How severe does this issue affect your experience of using Ray?
- Low: It annoys or frustrates me for a moment.
Versions:
Python 3.10.6
Ray 2.32.0
I have setup Ray to work on my SLURM server. Ray itself runs fine and I am able to run mutli-node and multi-gpu. The final issue I’m facing is the Tensorboard log not outputting to the directory listed in the ray output.
Here’s my test setup:
def main(num_samples=10, max_num_epochs=10, smoke_test=False):
args = parse_args()
print(f"CPUs per trial: {args.cpu_per_trial}")
print(f"GPUs per trial: {args.gpu_per_trial}")
config = {
"l1": tune.sample_from(lambda _: 2 ** np.random.randint(2, 9)),
"l2": tune.sample_from(lambda _: 2 ** np.random.randint(2, 9)),
"lr": tune.loguniform(1e-4, 1e-1),
"batch_size": tune.choice([2, 4, 8, 16]),
"smoke_test": smoke_test,
}
from ray.train import ScalingConfig, CheckpointConfig #,RunConfig
from ray.air import RunConfig
from ray.tune.logger import TBXLoggerCallback
tensorboard_callback = TBXLoggerCallback()
scaling_config = ScalingConfig(
num_workers=1, use_gpu=True, resources_per_worker={"CPU": args.cpu_per_trial, "GPU": args.gpu_per_trial}
)
#
run_config = RunConfig(storage_path="/n/home11/nswood/HPC_Parallel_Computing/storage",
callbacks=[tensorboard_callback],
checkpoint_config=CheckpointConfig(
num_to_keep=2,
checkpoint_score_attribute="loss",
checkpoint_score_order="max",
),
)
from ray.train.torch import TorchTrainer
# Define a TorchTrainer without hyper-parameters for Tuner
ray_trainer = TorchTrainer(
train_cifar,
scaling_config=scaling_config,
run_config=run_config,
)
scheduler = ASHAScheduler(
max_t=max_num_epochs,
grace_period=1,
reduction_factor=2)
tuner = tune.Tuner(
ray_trainer,
param_space={"train_loop_config": config},
tune_config=tune.TuneConfig(
metric="loss",
mode="max",
num_samples=num_samples,
scheduler=scheduler
),
)
results = tuner.fit()
best_result = results.get_best_result("loss", "min")
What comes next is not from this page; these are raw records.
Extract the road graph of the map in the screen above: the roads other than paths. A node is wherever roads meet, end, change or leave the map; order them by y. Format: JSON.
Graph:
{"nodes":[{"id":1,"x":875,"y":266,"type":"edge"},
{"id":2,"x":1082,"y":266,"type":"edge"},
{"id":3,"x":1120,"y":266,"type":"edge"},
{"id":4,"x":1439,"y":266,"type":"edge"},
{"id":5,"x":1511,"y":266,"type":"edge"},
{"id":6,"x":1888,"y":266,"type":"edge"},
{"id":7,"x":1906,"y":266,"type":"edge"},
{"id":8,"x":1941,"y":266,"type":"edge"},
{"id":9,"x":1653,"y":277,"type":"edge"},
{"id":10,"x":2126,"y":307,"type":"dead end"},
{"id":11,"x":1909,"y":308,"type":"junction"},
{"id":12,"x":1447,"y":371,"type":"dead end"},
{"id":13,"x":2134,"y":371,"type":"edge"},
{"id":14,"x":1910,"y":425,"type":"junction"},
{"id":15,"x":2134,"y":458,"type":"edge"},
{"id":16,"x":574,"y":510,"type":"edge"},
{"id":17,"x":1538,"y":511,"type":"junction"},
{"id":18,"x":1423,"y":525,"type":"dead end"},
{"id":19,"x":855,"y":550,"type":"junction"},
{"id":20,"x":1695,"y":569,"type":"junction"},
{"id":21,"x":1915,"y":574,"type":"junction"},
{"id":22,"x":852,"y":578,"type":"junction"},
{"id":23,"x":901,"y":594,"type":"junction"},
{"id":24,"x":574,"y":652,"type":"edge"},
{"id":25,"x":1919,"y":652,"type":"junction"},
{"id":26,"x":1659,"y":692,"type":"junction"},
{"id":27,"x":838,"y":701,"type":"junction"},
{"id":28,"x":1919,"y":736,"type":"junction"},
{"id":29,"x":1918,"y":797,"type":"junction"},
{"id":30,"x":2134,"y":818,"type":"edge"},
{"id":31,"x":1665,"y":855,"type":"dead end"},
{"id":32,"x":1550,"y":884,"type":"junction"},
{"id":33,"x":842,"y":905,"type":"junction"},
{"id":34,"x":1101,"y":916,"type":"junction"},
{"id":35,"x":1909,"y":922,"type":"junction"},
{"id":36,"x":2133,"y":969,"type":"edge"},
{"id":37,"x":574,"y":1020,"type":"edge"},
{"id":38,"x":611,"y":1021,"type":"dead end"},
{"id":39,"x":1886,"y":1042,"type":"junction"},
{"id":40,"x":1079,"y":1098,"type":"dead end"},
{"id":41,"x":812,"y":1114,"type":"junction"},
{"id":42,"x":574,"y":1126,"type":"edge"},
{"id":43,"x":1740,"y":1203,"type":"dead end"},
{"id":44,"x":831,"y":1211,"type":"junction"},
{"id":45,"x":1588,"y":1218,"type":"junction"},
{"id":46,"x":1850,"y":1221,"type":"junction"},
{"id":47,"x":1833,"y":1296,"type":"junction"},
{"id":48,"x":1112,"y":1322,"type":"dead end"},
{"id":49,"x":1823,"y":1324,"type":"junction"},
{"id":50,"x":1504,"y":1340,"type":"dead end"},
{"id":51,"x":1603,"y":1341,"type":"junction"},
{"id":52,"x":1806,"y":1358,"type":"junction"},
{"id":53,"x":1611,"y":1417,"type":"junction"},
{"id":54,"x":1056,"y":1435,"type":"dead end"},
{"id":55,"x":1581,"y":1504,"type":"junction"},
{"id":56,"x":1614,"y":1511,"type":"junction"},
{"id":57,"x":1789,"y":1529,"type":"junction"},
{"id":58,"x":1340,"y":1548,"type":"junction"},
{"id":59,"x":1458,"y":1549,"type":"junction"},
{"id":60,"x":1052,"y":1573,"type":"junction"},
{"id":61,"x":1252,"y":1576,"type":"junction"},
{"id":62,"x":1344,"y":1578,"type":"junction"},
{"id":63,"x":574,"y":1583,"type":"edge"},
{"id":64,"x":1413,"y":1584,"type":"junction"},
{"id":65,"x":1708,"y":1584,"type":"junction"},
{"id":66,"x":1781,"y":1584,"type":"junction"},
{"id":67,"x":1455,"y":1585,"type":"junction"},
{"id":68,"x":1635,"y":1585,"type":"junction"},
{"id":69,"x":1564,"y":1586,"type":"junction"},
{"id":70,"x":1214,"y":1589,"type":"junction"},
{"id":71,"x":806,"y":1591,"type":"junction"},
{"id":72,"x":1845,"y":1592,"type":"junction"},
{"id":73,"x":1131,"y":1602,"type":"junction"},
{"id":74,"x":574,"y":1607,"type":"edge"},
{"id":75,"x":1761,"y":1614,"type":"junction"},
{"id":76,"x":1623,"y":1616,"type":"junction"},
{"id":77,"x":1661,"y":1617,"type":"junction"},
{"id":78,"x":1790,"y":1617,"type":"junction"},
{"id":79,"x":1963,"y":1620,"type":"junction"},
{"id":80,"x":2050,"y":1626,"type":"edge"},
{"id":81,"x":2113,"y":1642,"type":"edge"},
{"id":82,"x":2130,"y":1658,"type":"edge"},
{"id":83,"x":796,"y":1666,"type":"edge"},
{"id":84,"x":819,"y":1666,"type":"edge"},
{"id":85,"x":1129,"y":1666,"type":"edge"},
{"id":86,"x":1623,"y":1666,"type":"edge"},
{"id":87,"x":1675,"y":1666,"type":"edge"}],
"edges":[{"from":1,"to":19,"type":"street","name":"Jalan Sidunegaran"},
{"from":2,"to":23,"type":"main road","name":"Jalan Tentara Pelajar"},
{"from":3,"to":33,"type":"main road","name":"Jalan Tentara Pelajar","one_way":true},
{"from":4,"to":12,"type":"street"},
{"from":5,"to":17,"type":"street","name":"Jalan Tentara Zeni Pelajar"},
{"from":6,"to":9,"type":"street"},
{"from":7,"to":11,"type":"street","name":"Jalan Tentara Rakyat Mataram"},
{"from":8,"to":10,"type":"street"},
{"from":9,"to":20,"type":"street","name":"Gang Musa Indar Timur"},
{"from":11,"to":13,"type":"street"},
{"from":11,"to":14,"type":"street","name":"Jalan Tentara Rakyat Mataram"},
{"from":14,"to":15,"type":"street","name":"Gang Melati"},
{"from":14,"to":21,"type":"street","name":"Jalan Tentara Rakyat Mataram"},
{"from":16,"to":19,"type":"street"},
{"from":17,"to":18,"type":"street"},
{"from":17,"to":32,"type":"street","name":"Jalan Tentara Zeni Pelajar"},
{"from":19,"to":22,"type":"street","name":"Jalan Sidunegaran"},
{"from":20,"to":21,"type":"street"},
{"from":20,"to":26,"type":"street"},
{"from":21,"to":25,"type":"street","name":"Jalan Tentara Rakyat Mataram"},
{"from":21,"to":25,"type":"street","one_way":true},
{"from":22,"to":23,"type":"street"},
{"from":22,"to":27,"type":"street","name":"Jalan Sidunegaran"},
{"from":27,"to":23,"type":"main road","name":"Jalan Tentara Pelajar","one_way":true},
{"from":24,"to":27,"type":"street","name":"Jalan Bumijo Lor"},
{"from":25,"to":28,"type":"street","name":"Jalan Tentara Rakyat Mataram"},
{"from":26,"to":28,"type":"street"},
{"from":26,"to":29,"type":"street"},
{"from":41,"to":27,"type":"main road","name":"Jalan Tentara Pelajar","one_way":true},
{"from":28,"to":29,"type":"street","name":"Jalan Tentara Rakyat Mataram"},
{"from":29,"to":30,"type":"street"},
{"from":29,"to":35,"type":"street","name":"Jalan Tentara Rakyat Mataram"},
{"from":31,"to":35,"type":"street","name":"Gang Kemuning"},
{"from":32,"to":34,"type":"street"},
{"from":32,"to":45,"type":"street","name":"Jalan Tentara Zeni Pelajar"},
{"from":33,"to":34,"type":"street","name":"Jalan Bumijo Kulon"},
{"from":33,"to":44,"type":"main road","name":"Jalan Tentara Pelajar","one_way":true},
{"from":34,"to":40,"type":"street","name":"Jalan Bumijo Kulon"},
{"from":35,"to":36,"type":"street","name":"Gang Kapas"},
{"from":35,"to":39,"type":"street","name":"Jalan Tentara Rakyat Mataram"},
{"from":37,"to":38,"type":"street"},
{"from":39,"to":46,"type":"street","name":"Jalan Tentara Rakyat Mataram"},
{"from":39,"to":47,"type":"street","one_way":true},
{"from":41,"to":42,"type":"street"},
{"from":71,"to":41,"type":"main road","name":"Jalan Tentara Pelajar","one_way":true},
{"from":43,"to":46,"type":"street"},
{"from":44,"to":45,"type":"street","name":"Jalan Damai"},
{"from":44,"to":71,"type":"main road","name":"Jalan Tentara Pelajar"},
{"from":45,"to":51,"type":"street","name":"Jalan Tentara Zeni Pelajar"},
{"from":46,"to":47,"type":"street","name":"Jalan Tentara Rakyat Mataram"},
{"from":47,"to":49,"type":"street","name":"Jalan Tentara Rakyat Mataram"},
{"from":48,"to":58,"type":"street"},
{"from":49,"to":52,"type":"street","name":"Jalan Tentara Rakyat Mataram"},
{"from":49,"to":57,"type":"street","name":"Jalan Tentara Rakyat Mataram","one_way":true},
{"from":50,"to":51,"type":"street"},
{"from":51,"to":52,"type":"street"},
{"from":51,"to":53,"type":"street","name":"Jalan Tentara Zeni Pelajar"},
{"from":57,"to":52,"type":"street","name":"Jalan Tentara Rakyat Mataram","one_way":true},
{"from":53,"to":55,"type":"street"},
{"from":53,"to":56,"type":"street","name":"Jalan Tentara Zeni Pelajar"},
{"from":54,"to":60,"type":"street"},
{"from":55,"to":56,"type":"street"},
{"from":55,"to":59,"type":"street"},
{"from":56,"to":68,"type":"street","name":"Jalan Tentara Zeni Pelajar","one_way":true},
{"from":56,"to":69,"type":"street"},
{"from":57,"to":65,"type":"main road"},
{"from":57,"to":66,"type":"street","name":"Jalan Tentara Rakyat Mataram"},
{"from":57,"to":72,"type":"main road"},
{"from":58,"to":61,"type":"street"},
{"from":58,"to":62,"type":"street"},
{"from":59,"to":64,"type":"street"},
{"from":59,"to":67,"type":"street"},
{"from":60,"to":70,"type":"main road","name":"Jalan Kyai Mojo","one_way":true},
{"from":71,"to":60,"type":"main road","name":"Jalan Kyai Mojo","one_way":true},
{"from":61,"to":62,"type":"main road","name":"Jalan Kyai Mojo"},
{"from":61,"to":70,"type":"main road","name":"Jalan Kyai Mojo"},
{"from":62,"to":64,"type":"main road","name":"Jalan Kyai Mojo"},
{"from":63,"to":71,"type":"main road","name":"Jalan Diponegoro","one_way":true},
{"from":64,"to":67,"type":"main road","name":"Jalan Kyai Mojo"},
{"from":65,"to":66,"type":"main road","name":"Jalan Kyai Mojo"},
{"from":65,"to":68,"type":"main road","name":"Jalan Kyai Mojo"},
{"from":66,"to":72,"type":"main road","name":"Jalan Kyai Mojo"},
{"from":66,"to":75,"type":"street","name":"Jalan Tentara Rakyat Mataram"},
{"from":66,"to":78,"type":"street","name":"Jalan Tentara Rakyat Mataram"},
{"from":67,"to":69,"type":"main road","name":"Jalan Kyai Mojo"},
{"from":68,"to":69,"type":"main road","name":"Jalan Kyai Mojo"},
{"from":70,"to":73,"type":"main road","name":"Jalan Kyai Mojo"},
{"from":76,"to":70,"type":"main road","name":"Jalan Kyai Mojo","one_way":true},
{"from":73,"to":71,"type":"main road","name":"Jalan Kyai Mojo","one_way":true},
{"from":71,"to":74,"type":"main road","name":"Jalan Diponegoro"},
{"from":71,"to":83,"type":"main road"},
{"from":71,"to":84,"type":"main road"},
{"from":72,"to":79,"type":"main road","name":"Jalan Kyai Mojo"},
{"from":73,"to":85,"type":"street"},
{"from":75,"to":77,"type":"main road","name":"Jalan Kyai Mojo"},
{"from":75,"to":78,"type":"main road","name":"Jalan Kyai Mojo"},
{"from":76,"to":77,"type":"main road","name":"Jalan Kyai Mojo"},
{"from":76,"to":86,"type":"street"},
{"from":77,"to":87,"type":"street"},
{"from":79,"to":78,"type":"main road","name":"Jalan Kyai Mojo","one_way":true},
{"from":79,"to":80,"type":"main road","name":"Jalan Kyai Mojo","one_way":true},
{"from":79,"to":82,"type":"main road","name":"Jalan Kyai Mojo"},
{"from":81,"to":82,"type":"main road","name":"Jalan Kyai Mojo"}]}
print("Best trial config: {}".format(best_result.config))
print("Best trial final validation loss: {}".format(
best_result.metrics["loss"]))
print("Best trial final validation accuracy: {}".format(
best_result.metrics["accuracy"]))
test_best_model(best_result, smoke_test=smoke_test)
When I run this test, I get the following output
View detailed results here: /n/home11/nswood/HPC_Parallel_Computing/storage/TorchTrainer_2024-07-17_11-37-01
To visualize your results with TensorBoard, run:tensorboard --logdir /tmp/nswood/ray/session_2024-07-17_11-36-53_340582_4172020/artifacts/2024-07-17_11-37-01/TorchTrainer_2024-07-17_11-37-01/driver_artifacts
The logs to the storage folder are appearing as normal, however the folder /tmp/nswood/ray
is empty.
Through specifying storage_path
I am able to change where the detailed results are output, but the Tensorboard log seems to always try to output to /tmp/nswood/ray/
without success.
This problem persists whether or not I explicitly pass callbacks=[tensorboard_callback]
or specify the storage_path
.
Here’s my SLURM configuration script if applicable:
echo "Starting HEAD at $head_node"
srun --nodes=1 --ntasks=1 -w "$head_node" \
ray start --head --node-ip-address="$head_node_ip" \
--port=$port \
--node-manager-port=$nodeManagerPort \
--object-manager-port=$objectManagerPort \
--ray-client-server-port=$rayClientServerPort \
--redis-shard-ports=$redisShardPorts \
--min-worker-port=$minWorkerPort \
--max-worker-port=$maxWorkerPort \
--redis-password=$redis_password \
--num-cpus "${SLURM_CPUS_PER_TASK}" \
--num-gpus "${SLURM_GPUS_PER_TASK}" \
--block &
sleep 10
worker_num=$((SLURM_JOB_NUM_NODES - 1))
for ((i = 1; i <= worker_num; i++)); do
node_i=${nodes_array[$i]}
echo "Starting WORKER $i at $node_i"
srun --nodes=1 --ntasks=1 -w "$node_i" \
ray start --address "$ip_head" \
--redis-password=$redis_password \
--num-cpus "${SLURM_CPUS_PER_TASK}" \
--num-gpus "${SLURM_GPUS_PER_TASK}" \
--block &
sleep 5
done
Any advice on how to resolve this so I can monitory my Ray progress would be greatly appreciated!